In Minnesota, when your license has been expired for more than a year, you have to start from scratch and, like any good beuracracy, they don’t make it easy. There are several possibilities, but for me the best option was going to be a certified copy of my birth certificate and my social security card. All of the other options were things like a passport or military ID. Now, if I had one of those, I wouldn’t need the state ID card, would I?

Then again, I don’t have a copy of my birth certificate, let alone a certified copy.

Through the State Health Department’s Web site, I figured out where to go. They made it seem like you just went in, filled out a form and got the certified copy of the certificate. Easy. I could do that and stop off at the DMV to fill out that paperwork on my way to work.
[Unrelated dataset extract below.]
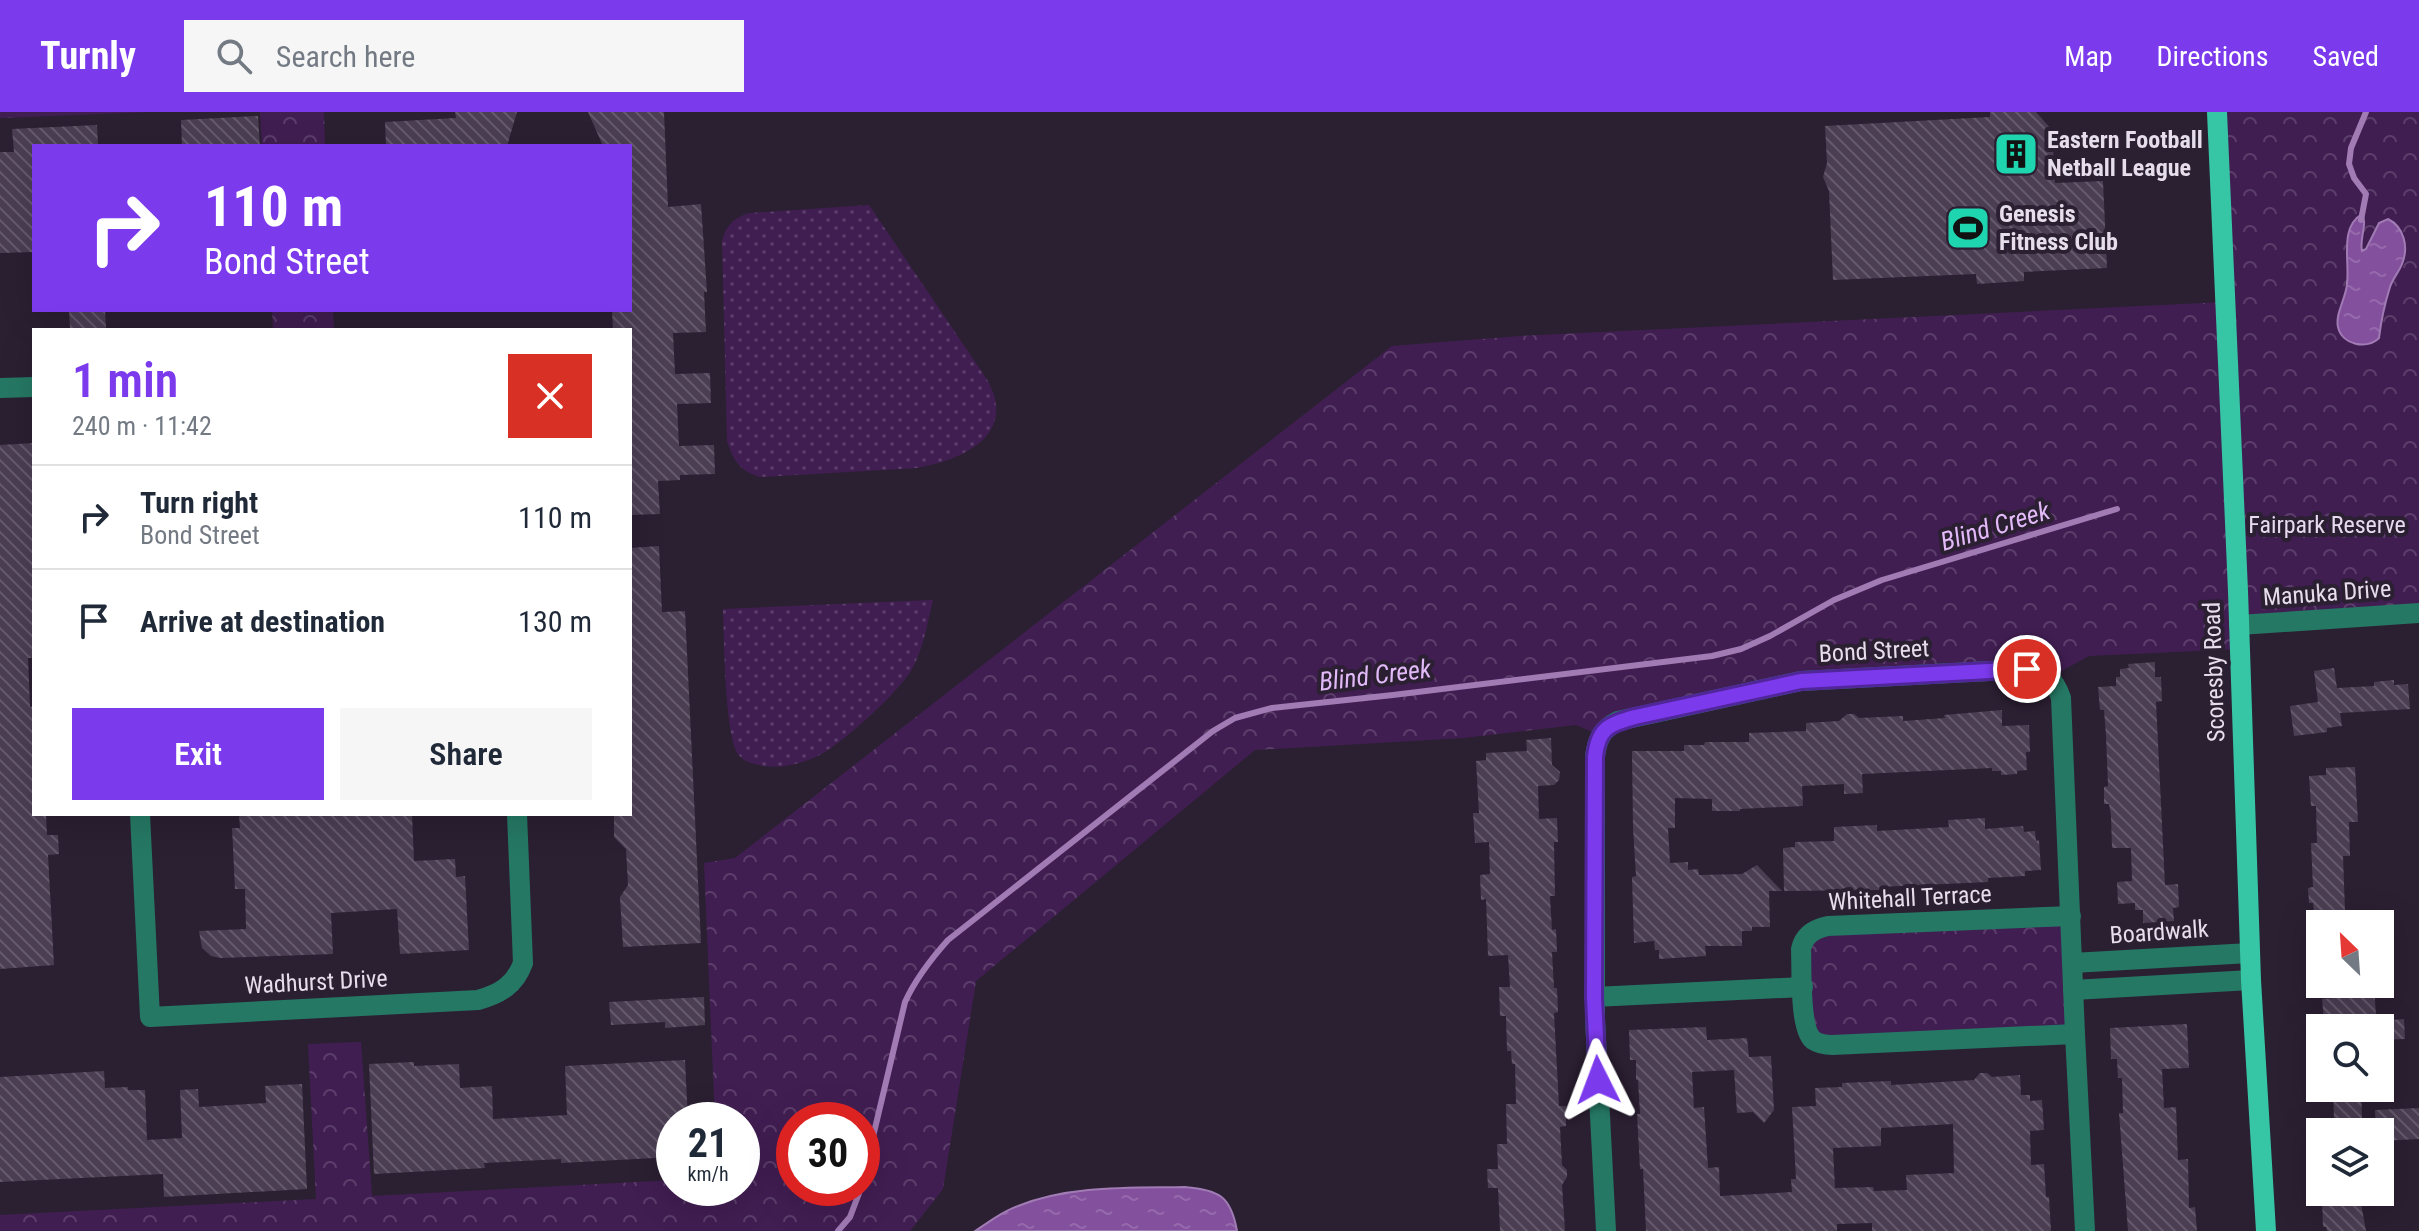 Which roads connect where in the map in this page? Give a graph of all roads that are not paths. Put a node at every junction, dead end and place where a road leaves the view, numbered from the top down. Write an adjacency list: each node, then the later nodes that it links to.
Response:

Once I got to the office, the folly of my endeavor became apparent. The form required every imaginable bit of information regarding my birth: name of parents, mother’s maiden name, birth date, city and county of birth and so on. When I handed the form to the registrar, she asked to see a photo ID. You know, the very thing that brought me there in the first place. I explained the situation but she wouldn’t budge and didn’t really see the fault in the logic.

Finally, she volunteered an alternative. Bring in someone I’ve known for over two years with their photo ID so they can vouch for me. They’re only open from 8:00am – 4:00pm, which means not only do I have to take more time away from work; I’ll be causing someone else time away from their job as well. Luckily they’ll be open Monday (Christmas Eve) and the day after Christmas, so I might be able to get a friend or someone in my family to help me out. But that still meant it wasn’t going to get done today.

I have a silver card case that holds my credit card, a couple business cards, and today it also held my social security card. When I got to work I discovered my card case was missing. I don’t normally carry my Social Security card, but had my original plan actually worked, I was going to need it at the DMV. I was freaked out. If getting a certified copy of my birth certificate from the state was this hard, imagine how painful it would be to replace a lost Social Security card. A frantic call to the Health Department confirmed I had left it there. Great. While my current nightmare was over, it meant another trip down there without completing my original mission.

Luckily, my boss (of over two years), offered me a lift back to the health department so I could retrieve my card case. He also volunteered to vouch for me. Excellent! At least I could get one thing done today.

While everything more or less worked out in the end, I understand why people go postal.